Critical Gene a Suspect in Lethal Epidemic

October 7, 2004

By NICHOLAS WADE

By recreating the influenza virus that killed up to 50 million people in 1918-19, researchers may have identified the gene that turned it into one of the most lethal in human history.

The gene, one of eight in the virus, seems to have an unexpected capacity for sending the body's immune system into overdrive, causing inflammation, hemorrhage and death, the scientists report today in the journal Nature.

The research team, led by Dr. Yoshihiro Kawaoka of the University of Wisconsin, has been trying to determine just why the 1918 virus was so lethal and how defenses could be devised if a similar virus appeared in the future. Although the virus has long since perished, Dr. Kawaoka and his colleagues were able to recreate it because the composition of its genes had been reconstructed from the preserved tissue of victims. The genes have been reconstituted over the last few years by Dr. Jeffery K. Taubenberger and colleagues at the Armed Forces Institute of Pathology in Washington.

Dr. Kawaoka, Dr. Taubenberger and others have been reinserting the 1918-type genes into ordinary flu viruses to see if they can pinpoint which of the genes made the virus so lethal and how it did so. In the latest of these experiments, which Dr. Kawaoka reports today, a gene called the hemagglutinin or HA gene seems to be largely responsible for the dire effects of Spanish flu, as the 1918 epidemic is also known.

Recreating such a dangerous organism is not an experiment to be undertaken lightly. Dr. Kawaoka's approach required replacing the HA and another gene in a mild flu virus with the Spanish flu versions and infecting mice with the novel agent. Because of the obvious hazards, he at first conducted the work in the most secure type of biological laboratory, designated Biosafety Level 4, one of which was available at the National Microbiological Laboratory in Winnipeg, Canada.

He said that after satisfying himself that the souped-up virus was susceptible to an antiviral agent known as Tamiflu, he transferred the research to a Biosafety Level 3 laboratory at the University of Wisconsin.

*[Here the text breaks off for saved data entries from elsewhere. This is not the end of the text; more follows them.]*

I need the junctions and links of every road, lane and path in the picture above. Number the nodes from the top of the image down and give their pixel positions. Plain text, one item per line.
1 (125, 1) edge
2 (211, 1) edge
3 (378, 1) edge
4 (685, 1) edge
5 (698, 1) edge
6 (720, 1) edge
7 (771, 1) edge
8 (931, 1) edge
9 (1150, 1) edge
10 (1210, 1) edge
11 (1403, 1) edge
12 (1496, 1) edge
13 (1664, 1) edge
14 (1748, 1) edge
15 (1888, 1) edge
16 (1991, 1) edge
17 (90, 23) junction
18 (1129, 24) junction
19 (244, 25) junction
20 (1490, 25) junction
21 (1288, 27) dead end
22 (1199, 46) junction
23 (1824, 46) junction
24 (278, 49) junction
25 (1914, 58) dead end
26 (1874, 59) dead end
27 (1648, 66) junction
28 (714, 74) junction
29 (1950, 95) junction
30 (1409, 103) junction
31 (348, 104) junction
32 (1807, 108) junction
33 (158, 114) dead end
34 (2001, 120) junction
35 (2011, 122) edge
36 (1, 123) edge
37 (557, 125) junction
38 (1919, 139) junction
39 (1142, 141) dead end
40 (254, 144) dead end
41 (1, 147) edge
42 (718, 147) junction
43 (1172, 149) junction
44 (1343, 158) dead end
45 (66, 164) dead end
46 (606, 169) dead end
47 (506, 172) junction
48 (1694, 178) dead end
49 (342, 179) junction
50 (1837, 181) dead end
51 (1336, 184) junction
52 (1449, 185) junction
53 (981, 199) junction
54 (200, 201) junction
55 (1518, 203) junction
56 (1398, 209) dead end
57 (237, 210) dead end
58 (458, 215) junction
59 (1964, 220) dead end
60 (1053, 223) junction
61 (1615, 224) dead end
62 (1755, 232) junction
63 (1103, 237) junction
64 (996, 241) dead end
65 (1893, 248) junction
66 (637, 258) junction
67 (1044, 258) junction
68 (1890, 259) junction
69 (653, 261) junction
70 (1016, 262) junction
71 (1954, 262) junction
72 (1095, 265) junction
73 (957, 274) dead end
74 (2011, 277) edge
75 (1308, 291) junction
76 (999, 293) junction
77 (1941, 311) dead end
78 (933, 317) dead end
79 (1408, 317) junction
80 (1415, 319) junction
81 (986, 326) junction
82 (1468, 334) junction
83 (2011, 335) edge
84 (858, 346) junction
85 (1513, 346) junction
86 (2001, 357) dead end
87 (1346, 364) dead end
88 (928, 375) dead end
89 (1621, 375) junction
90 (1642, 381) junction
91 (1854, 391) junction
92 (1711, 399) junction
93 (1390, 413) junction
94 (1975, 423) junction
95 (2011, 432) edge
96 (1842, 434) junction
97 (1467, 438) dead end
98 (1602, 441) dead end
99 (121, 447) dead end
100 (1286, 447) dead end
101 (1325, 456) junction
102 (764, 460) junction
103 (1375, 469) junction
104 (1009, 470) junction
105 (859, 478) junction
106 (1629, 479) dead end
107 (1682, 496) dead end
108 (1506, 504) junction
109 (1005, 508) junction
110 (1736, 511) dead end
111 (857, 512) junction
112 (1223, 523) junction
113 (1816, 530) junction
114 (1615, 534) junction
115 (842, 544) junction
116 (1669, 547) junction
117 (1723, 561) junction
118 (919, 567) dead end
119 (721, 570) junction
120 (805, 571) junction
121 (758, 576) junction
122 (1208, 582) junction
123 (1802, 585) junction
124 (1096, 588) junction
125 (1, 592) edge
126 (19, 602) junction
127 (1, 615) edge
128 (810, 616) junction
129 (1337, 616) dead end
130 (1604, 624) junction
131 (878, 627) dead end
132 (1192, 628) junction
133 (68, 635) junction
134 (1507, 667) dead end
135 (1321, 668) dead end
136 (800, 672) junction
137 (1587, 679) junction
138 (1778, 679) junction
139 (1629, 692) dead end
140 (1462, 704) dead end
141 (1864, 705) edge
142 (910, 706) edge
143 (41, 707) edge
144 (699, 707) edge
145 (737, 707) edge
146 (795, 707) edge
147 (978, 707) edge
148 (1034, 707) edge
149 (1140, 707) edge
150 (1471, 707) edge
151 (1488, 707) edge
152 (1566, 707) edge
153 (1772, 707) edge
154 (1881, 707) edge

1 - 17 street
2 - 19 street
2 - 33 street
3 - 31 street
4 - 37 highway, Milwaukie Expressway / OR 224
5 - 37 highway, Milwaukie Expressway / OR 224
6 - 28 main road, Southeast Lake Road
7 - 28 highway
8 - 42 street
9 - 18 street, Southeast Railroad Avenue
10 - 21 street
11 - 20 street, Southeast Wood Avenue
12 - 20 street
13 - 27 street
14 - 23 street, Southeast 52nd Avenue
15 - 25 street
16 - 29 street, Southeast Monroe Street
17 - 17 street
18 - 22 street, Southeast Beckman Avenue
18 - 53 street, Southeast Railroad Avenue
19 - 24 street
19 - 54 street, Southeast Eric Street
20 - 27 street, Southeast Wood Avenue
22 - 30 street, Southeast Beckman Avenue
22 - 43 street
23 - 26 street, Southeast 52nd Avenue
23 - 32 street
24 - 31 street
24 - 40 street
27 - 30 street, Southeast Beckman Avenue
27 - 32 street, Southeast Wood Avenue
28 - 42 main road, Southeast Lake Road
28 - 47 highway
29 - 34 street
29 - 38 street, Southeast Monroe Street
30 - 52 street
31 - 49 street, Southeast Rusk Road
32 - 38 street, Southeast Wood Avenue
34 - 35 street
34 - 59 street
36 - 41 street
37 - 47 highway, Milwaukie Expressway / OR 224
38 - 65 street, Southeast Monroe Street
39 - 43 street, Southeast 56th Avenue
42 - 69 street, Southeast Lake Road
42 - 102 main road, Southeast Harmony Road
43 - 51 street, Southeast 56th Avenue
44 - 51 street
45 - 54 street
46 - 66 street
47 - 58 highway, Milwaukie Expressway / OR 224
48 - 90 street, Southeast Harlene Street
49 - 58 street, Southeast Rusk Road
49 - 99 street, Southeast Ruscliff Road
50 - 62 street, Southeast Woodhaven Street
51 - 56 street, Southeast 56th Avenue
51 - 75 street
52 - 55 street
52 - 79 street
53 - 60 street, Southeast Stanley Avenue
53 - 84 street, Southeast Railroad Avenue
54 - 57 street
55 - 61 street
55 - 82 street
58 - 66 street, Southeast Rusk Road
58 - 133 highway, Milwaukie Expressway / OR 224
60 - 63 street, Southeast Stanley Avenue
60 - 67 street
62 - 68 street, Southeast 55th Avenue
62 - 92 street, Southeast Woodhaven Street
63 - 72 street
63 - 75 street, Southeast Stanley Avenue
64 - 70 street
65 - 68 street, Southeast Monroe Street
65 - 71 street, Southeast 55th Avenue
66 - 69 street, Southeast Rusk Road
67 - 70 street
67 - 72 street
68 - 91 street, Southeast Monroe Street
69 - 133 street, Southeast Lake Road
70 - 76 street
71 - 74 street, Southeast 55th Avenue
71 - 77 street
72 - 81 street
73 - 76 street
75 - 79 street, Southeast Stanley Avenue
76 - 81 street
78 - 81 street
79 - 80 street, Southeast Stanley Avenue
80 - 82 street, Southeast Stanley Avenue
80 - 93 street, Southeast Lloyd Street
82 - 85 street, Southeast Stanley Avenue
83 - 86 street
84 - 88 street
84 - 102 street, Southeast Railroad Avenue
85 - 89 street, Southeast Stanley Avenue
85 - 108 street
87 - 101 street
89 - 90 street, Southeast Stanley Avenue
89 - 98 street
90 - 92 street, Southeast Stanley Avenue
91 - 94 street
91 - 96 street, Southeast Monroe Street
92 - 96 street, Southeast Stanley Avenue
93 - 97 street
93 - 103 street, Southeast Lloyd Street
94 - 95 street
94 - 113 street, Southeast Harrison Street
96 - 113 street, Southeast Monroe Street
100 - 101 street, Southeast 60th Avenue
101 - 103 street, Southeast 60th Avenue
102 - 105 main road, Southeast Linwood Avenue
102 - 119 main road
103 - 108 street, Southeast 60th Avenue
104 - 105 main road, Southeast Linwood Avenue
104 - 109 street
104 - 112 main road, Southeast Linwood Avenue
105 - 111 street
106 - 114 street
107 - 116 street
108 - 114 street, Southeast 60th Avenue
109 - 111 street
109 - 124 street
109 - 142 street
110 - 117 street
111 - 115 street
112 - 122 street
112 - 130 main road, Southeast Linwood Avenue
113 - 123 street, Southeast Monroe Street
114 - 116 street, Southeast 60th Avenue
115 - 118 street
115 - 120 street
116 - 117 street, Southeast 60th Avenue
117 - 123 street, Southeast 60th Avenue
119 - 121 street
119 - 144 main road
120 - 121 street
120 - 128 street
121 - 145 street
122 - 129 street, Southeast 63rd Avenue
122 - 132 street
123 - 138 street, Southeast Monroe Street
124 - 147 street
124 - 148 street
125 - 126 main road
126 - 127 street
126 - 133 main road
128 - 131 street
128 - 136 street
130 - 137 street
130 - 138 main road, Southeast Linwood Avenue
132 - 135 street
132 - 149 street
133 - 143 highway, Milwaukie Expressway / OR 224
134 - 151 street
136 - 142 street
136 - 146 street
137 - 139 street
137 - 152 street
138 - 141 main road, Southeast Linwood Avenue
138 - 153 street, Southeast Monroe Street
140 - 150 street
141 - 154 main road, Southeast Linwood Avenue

Dr. R. Timothy Mulcahy, chairman of the university's biosecurity task force, said that the chances of escape from the Biosafety Level 3 facility were minimal and that Dr. Kawaoka had been "extremely prudent" in starting out at the higher level. "If there were an escape there would be treatments," Dr. Mulcahy said. He noted that another group of researchers had already worked with similar engineered flu viruses in a Level 3 facility owned by the Department of Agriculture in Athens, Ga.

The HA gene studied by Dr. Kawaoka's team is well known to flu experts because it changes from year to year. Since the protein made by the gene is the one singled out for attack by the immune system, the body's defenses are caught off guard each year as flu virus arrives with a novel version of the protein to which the body has no prior immunity.

The HA protein's role is to latch onto the surface of human cells and then help the virus merge into the cell's outer membrane. Researchers recently worked out the exact three-dimensional structure of the Spanish flu version of the HA protein, but could see no other function that it was designed to serve. The same is true of the other Spanish flu genes recovered by Dr. Taubenberger. In the current state of knowledge, the genes betray no clear hint of what makes them so lethal.

That makes necessary experiments like Dr. Kawaoka's, in which researchers physically reconstruct the virus and try to understand how it works. What he has now found is that the Spanish flu version of the HA gene, in addition to its break-in and enter role, seems able to trigger the release of cytokines, the signaling agents with which the immune system gears itself up for massive attack against an infectious agent.

Uncontrolled overdrive can make the immune system kill the body in order to save it, through excessive inflammation. The virus carrying the Spanish flu version of the HA gene produced high levels of cytokines in mice, Dr. Kawaoka says, and this is probably what led to the inflammation and lung damage that killed them.

Dr. Adolfo Garcia-Sastre, a flu expert at the Mount Sinai School of Medicine who has constructed a similar virus, said the HA gene might be causing extra virulence simply by helping the virus replicate better, not because of any special effect on cytokine production. But either way, the finding helped focus attention on the gene's role, he said.

Survivors of the 1918 epidemic have high levels of antibody to the engineered virus, Dr. Kawaoka reports, but people infected recently with a similar class of flu virus do not. "Thus, a large section of the population would be susceptible to an outbreak of a 1918-like influenza virus," he and his colleagues conclude.